Chatuchak, The weekend market in Bangkok Thailand.... you're pushing your way through narrow walkways crowded by throngs of other shoppers, your senses are reeling from stimuli assaulting you from all directions, a parrot squawks blaringly near your head as you duck below its cage, a visible cloud of hot vapor wafts into your face from a giant, hissing wok making your eyes sting and water up, there are piles of colorful silk and cotton fabrics to either side of you, bright sarongs and knock-off designer jeans and bags hang from above, a vendor is also squawking in your ears about their discounted tee-shirts and shoes, you're dehydrated from the 100% humidity and 95 degree climate, the air feels heavy and thick enough to chew instead of breathe... despite all the movement your attention is drawn to a small dark figure, a hand-carved statue of a seated Buddha. It's simple and beautiful. Amidst the swirling chaos it seems to be peacefully awaiting a buyer. You know you must have it...
The only thing between you and buying the statue is the issue of determining the price. Many people regard bargaining as intimidating and annoying, however, I believe it is merely another aspect of local culture and can even be fun and highly entertaining given the proper approach. I have come up with a few hints to making the most of bargaining and getting the best price at the same time.
1. Have fun! You're on vacation; so think of it as a challenge to get a good price. The vendors will actually respect you as a local if don't just pull out the travelers checks and sign 'em over.
2. Get them to like you. No matter what you're doing if it involves another person it's always a good idea to create a positive connection. The vendors are working but they want to have fun too, so crack some jokes and lighten things up. If you just move in, pick up an object and say, "how much?", though that is the norm, you might see how that could sound rude.

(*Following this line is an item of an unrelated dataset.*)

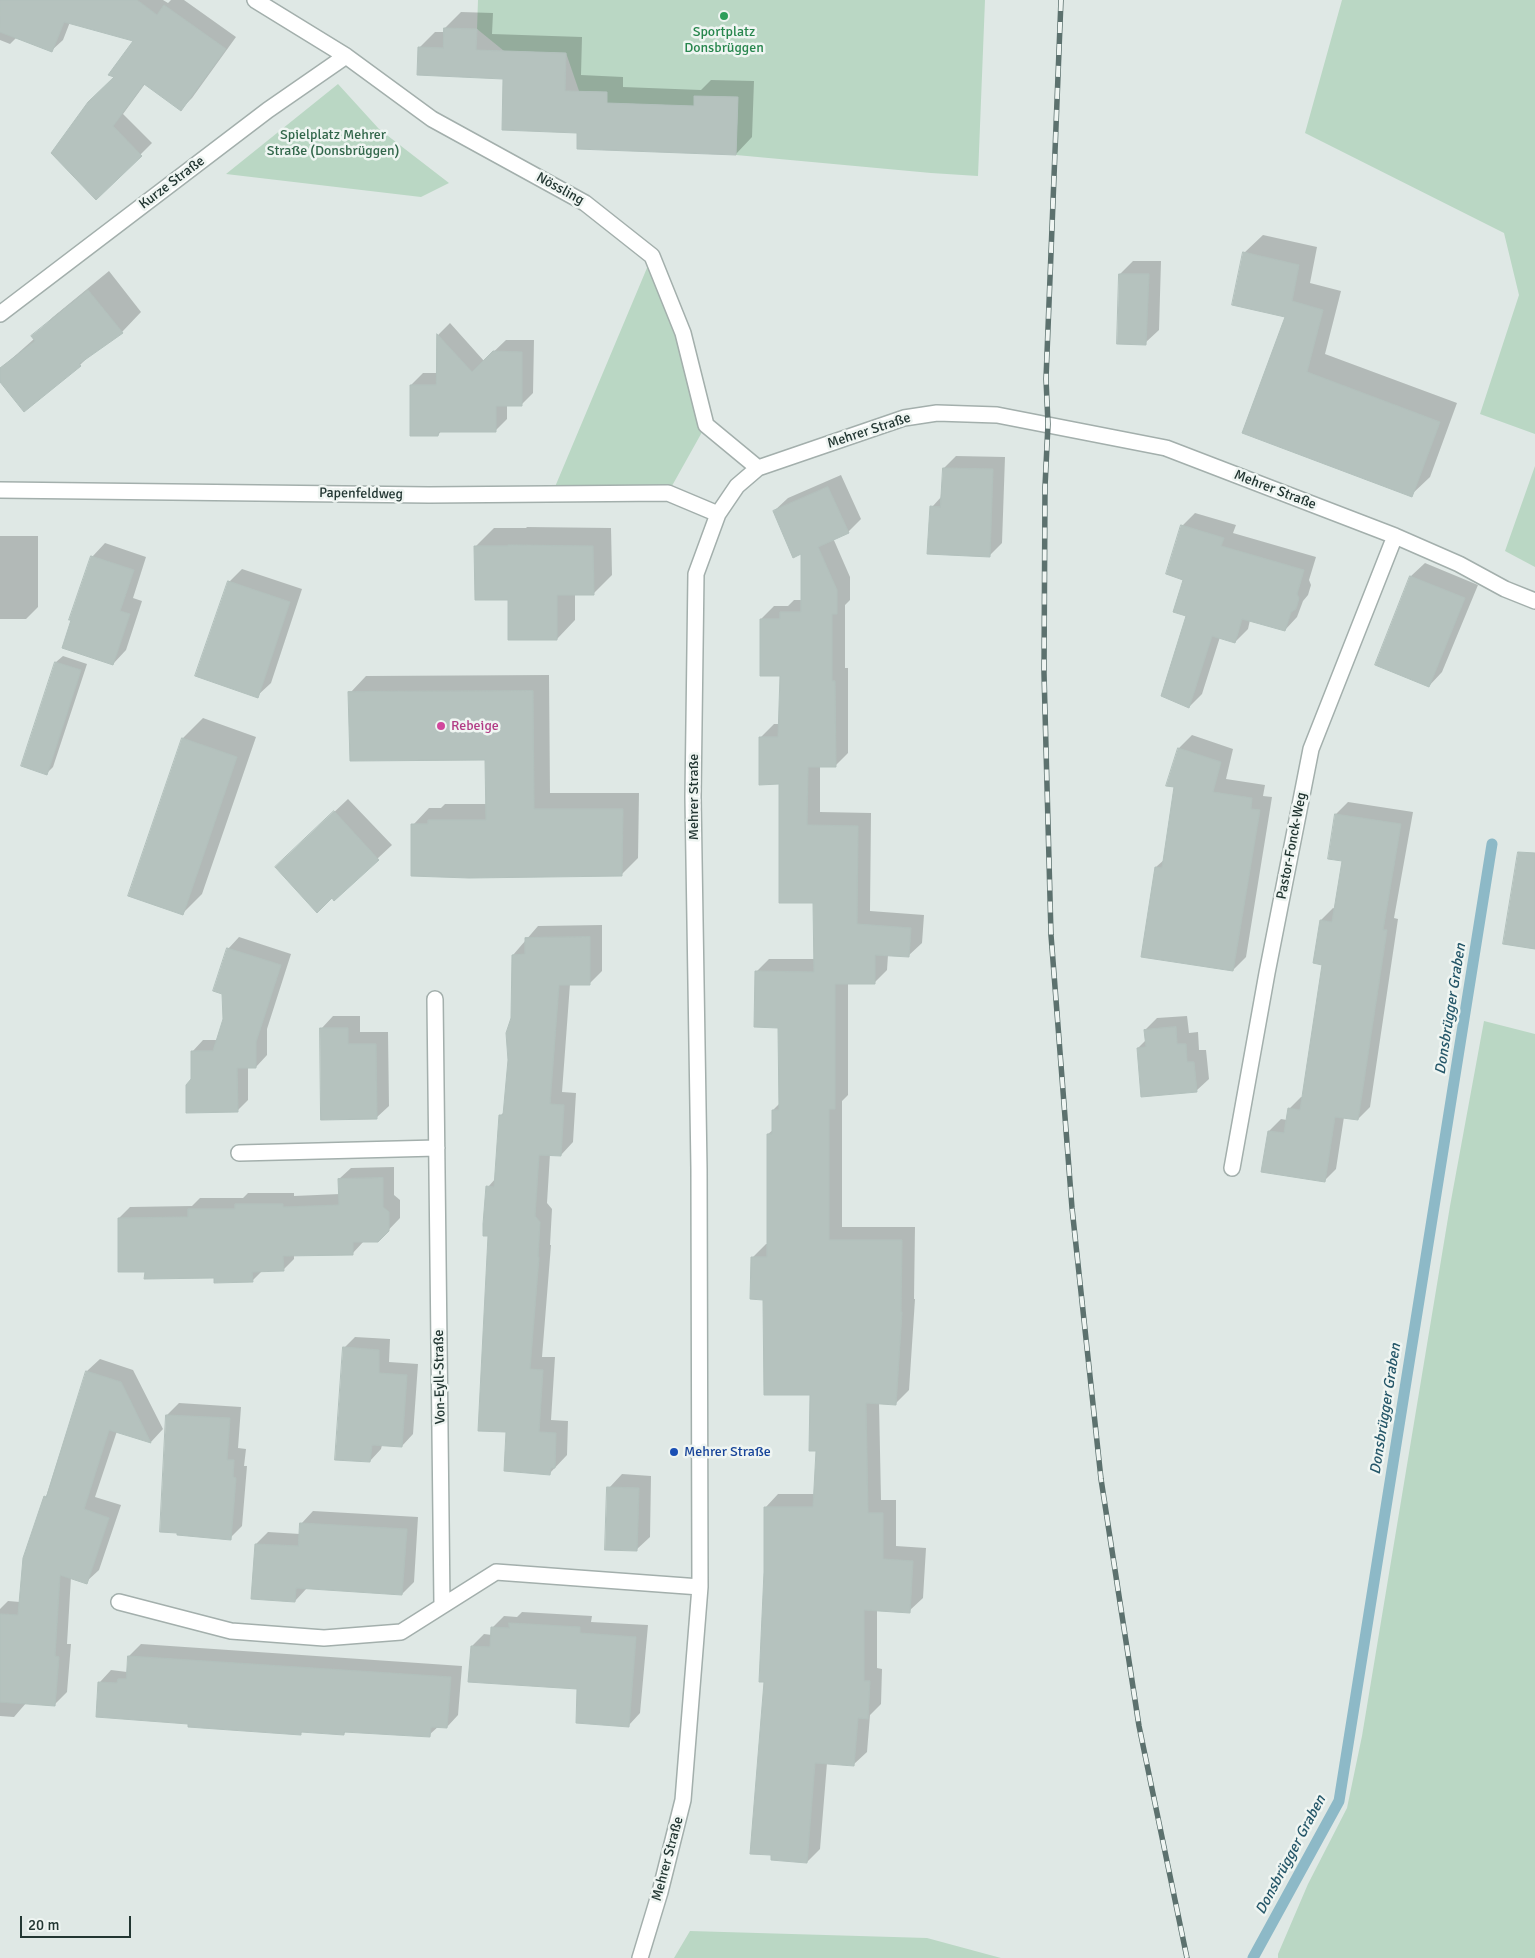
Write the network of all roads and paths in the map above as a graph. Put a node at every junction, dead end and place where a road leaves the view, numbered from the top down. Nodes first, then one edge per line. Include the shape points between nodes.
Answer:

Also, that is what everyone else is doing so consider a different approach like asking them where they grew up or inquiring how business is going for them that day--if it's rocking for them you can say, "Great! Then you can give me your lowest price since you've had so many sales" and if it's dead slow you can say, "Excellent, then you can give me your lowest price 'cause you've got to sell something today!" Either way they'll probably laugh and then you'll laugh... the ice is broken. I've had vendors just give me things because we had fun talking and getting along.
3. Know your price, what's it worth to you? Cheap Bastard vs. Bigu Spendah
Look at the object and come up with a price in your head that you would be happy to pay. I prefer to offer my price first, "I'll give you $3 for this, is that okay?"
No matter what, don't insult them for quoting a high price. You may react insulted if you're certain it is high, they will likely recognize their mistaken read on you and ask, "How much you pay?" But you don't want them to get defensive for quoting high. Worse case scenario, a good friend of mine once received an impressively smart smack upside the back of his head after laughing at a price and turning his back on a uniquely spirited vendor. Remember it's their country, their rules.
In some cases it's quite possible they will be going "home" to a cardboard box at the end of their 15-hour day. Whether you want to be a Cheap Bastard and haggle each other into the ground or be the Bigu Spendah and immediately fork over top dollar is up to you. I suggest a compromise so everyone feels satisfied.
4. Know their price, what's it selling for 2 stalls away?
Get a feel for what things cost. If you can do your shopping and info gathering throughout your stay and then save your actual buying for the end of your trip you will be well informed on what is a good deal or not.
5. Aim for your "walk away price".
When I'm fully in cheap bastard mode this is always my goal. It's just my ego saying, "I'm going for the lowest price I can get."
Okay, you've picked your item, they like you, but they're not quite meeting your price. Tell them thank you very much, its a great deal and you'll give it some thought as you continue shopping... they know that 90% of the time if you leave the sale is dead and you'll find it elsewhere or spend your cashola on something else. As you turn your back and begin to leave they'll often call your bluff and say, perhaps resentfully, "Okay!". You can console them by saying you won't tell anyone else how cheap you got it. They'll say, "I lose money!" Yet they'll sell at that price all day. I love that one.
6. No regrets, everyone wins, see suggestion #1.
Don't feel bad if you end up paying a little more for something that you actually want. You're helping the local economy and hopefully acquiring something that will bring fond memories for years to come.
Chances are you'll be kicking yourself you didn't buy more of an item to give away as gifts when you get home and your friends see something so unique and exotic that you got for the cost of a latte. Haggling over whether you pay $4.00 or $4.50 will appear pretty silly. So just have fun already!